L'objectif est de taxer certaines importations (acier, aluminium, ciment, engrais, électricité) au prix du marché carbone européen, selon les émissions liées à leur production.
"C'est la puissance du marché européen: si vous voulez y entrer, vous devez respecter les mêmes règles", a déclaré Barbara Pompili mercredi sur Sud-Radio.
- Identifier "les enjeux politiques"-
Pour ne pas enfreindre les principes de l'Organisation mondiale du Commerce, la Commission propose parallèlement de supprimer les quotas d'émissions gratuits jusqu'ici alloués aux industriels européens pour leur permettre d'affronter la concurrence de pays tiers... au risque de renchérir les coûts de production en Europe, s'alarment nombre d'Etats et d'eurodéputés.
"Espagne, Portugal, Pologne et Autriche réclament le maintien des quotas gratuits. Et (la taxe carbone) pose des questions compliquées: qui collecte l'argent? où va-t-il?", souligne un diplomate européen.
Paris entend construire un consensus entre les Vingt-Sept, base de futures négociations avec le Parlement européen. "La difficulté n'est plus sur le principe, mais sur le timing de décroissance des quotas gratuits", veut croire l'entourage de Mme Pompili, sur ce texte dépendant des ministres de l'Economie mais touchant étroitement aux dossiers environnementaux.
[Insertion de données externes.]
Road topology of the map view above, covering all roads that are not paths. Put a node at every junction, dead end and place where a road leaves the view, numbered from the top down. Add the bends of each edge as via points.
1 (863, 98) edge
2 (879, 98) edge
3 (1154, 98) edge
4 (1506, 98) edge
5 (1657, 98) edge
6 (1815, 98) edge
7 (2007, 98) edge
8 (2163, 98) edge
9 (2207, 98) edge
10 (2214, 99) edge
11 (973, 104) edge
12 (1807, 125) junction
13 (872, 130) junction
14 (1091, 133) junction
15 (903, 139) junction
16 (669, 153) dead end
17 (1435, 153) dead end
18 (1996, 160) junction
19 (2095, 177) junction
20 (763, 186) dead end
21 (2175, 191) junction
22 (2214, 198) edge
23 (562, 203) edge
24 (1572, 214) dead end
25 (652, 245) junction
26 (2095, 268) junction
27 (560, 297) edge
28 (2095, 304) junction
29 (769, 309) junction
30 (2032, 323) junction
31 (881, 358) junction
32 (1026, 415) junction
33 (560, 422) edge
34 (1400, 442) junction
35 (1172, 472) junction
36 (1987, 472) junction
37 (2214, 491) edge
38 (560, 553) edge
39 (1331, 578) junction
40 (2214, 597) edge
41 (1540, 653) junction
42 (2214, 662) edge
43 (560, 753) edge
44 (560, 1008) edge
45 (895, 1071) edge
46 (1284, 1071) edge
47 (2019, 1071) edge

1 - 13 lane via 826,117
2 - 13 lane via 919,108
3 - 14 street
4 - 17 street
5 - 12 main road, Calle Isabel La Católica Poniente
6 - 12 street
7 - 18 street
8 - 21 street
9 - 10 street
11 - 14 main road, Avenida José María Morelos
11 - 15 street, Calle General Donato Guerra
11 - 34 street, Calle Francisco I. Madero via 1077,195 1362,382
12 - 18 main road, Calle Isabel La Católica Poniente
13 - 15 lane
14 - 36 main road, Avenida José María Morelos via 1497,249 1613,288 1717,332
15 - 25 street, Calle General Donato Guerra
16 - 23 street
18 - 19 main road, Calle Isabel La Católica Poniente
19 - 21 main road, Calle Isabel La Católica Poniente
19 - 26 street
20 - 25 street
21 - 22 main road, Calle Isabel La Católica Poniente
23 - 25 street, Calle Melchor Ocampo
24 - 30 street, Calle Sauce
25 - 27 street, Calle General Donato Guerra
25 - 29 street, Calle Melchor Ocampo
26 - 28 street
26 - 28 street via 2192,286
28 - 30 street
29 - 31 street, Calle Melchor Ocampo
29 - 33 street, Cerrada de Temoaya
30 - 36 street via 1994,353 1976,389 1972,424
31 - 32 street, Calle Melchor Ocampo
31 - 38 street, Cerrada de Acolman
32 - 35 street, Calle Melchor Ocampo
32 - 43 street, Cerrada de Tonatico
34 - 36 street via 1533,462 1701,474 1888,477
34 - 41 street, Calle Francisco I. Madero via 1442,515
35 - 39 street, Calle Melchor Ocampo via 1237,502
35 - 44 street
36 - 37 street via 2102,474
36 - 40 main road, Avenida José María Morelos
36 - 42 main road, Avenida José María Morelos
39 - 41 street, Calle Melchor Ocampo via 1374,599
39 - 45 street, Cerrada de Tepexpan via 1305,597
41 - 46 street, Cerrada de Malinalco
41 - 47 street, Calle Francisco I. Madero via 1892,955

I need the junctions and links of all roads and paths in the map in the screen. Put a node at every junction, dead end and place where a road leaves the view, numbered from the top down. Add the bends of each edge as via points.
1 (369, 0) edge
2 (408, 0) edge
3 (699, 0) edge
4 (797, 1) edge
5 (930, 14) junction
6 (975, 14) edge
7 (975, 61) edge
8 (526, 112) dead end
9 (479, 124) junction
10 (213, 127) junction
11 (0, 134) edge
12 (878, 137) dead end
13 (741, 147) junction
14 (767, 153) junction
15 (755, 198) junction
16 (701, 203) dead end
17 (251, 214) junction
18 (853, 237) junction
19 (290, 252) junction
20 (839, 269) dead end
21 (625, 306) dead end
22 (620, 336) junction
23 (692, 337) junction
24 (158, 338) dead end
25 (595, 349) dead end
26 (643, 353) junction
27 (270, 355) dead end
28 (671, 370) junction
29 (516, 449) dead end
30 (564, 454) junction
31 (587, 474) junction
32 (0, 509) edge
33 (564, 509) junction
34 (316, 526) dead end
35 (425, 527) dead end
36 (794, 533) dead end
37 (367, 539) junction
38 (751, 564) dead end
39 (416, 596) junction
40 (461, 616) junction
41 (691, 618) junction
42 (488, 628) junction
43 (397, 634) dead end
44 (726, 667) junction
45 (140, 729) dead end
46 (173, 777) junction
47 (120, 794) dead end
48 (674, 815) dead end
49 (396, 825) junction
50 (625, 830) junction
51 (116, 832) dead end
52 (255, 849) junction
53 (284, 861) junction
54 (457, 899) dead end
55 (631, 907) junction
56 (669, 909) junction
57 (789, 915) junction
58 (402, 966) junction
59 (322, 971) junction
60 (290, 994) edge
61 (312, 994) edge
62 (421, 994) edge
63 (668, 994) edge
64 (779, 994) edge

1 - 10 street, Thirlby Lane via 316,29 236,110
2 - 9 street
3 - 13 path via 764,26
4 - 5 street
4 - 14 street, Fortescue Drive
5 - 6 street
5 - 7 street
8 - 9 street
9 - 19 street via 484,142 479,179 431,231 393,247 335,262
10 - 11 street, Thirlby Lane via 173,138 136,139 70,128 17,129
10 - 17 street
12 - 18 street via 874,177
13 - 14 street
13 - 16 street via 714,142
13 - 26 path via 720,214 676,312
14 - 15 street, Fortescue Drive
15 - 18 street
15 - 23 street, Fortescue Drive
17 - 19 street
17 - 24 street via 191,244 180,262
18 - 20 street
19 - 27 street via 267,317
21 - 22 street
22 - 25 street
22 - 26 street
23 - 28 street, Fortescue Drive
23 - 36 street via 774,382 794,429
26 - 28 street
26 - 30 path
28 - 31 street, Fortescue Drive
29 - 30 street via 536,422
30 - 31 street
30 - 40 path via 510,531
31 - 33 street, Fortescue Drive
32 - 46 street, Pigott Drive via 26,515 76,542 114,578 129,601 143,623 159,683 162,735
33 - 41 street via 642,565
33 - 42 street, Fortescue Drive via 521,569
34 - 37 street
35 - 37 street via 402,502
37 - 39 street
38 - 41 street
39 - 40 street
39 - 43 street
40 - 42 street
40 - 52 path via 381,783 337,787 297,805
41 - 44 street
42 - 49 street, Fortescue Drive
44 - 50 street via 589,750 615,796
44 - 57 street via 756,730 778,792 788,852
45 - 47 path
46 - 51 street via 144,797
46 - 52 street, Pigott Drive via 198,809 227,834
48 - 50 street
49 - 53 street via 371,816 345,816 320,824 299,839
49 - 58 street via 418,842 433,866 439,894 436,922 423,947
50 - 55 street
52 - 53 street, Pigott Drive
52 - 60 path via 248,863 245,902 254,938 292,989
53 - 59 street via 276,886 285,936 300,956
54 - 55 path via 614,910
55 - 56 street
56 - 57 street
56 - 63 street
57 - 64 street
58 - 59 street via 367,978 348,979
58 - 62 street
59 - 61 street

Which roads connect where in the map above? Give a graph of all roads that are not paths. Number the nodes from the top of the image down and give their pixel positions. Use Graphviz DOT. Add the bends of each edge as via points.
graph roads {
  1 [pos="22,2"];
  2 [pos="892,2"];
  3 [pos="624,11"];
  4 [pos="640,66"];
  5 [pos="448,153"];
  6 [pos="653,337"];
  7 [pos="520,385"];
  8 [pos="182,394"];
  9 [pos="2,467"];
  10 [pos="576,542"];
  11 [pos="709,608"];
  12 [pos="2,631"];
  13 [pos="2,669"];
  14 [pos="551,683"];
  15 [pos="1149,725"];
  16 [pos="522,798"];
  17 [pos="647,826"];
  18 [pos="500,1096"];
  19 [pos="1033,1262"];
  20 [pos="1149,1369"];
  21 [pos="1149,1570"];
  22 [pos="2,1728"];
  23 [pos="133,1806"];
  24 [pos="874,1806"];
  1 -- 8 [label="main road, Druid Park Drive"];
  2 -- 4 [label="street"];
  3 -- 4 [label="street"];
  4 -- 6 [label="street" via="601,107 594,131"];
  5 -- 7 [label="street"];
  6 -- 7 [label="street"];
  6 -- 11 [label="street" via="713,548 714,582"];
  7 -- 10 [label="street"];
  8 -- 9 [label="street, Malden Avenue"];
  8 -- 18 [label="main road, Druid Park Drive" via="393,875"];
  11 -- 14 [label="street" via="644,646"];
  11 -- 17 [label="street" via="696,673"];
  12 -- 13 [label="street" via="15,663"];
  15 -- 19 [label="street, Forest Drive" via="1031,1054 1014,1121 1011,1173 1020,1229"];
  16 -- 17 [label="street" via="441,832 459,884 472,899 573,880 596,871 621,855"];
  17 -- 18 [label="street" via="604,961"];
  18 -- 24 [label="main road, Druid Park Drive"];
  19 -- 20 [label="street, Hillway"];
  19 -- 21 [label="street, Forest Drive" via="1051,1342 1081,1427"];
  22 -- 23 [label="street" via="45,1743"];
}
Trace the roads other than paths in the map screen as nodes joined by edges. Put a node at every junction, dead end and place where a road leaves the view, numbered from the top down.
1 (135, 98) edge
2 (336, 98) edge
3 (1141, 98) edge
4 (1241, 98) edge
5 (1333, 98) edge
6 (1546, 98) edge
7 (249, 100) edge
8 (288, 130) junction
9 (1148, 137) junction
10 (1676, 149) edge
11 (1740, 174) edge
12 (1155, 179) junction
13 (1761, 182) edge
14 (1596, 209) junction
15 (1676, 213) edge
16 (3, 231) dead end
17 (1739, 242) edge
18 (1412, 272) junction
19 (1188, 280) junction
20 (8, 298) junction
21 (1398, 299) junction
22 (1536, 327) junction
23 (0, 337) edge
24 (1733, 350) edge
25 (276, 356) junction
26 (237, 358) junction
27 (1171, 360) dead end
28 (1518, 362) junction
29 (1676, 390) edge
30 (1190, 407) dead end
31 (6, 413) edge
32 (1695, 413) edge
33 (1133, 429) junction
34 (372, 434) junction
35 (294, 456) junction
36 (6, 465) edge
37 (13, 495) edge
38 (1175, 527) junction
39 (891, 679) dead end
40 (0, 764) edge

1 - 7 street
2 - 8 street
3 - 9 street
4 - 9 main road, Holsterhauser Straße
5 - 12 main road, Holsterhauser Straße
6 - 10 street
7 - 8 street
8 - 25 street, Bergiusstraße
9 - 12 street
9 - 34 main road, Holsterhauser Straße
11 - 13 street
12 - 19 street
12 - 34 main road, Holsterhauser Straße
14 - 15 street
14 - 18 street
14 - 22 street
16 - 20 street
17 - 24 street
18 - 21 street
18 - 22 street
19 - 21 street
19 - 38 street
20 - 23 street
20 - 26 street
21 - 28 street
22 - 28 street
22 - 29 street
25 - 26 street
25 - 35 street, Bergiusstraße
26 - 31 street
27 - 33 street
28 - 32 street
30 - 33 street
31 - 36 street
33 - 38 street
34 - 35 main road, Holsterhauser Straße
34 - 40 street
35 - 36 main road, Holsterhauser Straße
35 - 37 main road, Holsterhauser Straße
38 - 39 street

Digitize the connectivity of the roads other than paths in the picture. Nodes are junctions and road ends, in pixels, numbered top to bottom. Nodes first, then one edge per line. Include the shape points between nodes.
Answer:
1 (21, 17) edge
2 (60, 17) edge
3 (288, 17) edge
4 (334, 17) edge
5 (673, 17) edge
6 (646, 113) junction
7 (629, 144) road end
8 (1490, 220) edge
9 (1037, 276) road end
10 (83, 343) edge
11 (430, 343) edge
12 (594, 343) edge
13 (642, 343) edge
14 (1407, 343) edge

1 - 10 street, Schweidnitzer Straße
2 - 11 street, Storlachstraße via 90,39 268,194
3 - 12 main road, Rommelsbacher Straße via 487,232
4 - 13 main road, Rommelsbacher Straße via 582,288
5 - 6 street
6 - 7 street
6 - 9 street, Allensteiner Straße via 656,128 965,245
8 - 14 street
Autre projet phare d'Emmanuel Macron: l'élaboration d'un instrument de lutte contre la "déforestation importée", pour éviter que les importations européennes de bois, d'huile de palme ou de soja ne contribuent au défrichage de forêts.
Les discussions sur un texte soumis par la Commission mi-novembre commencent juste parmi les Etats comme au Parlement. Le tour de table d'Amiens permettra d'"avoir une vision claire des enjeux politiques" et futurs noeuds des négociations, souligne-t-on au ministère de la Transition écologique.
Alors que les ONG espèrent un durcissement du texte initial, regrettant qu'il ne s'applique pas à certains produits (maïs, caoutchouc...) ni à d'autres écosystèmes menacés (zones humides, savanes...), Paris n'exclut pas un élargissement.
-"Acceptabilité sociale"-
Les ministres devraient par ailleurs réitérer leurs réticences sur le projet d'étendre le marché carbone européen: après les industriels et énergéticiens, les fournisseurs de carburant routier et de fioul domestique pourraient être contraints d'acheter des "quotas d'émissions" dès 2025... au risque de répercuter le surcoût sur les consommateurs.
Cette proposition controversée de la Commission est dénoncée vigoureusement par une partie des Etats, inquiets de l'impact pour les ménages précaires en dépit d'un possible "fonds solidaire" européen.
"La France a exprimé ses vives inquiétudes sur l'acceptabilité sociale (...) On a connu les +gilets jaunes+, on sait que la transition doit prendre en compte les intérêts des populations et des différents États", plaide l'entourage de Mme Pompili, assurant chercher "un compromis".
Ce projet, qui sera défendu à Amiens par le vice-président de la Commission Frans Timmermans, apparaît cependant fragilisé par l'actuelle flambée des prix du gaz, qui dominera les discussions des ministres de l'Energie.
Alors que les cours de l'électricité sur le marché de gros européen s'alignent mécaniquement sur ceux du gaz, Paris réclame un "découplage" et la réforme d'un mécanisme jugé "obsolète" qui diluerait l'effet des coûts bas du nucléaire.
Or, de fortes divergences persistent: une dizaine d'Etats, Allemagne en tête, s'opposent farouchement à toute réforme du marché de l'électricité, expliquant la crise par des "facteurs mondiaux" conjoncturels, tandis que Pologne et Hongrie accusent le prix du CO2 et les règles environnementales de renchérir les coûts de l'énergie.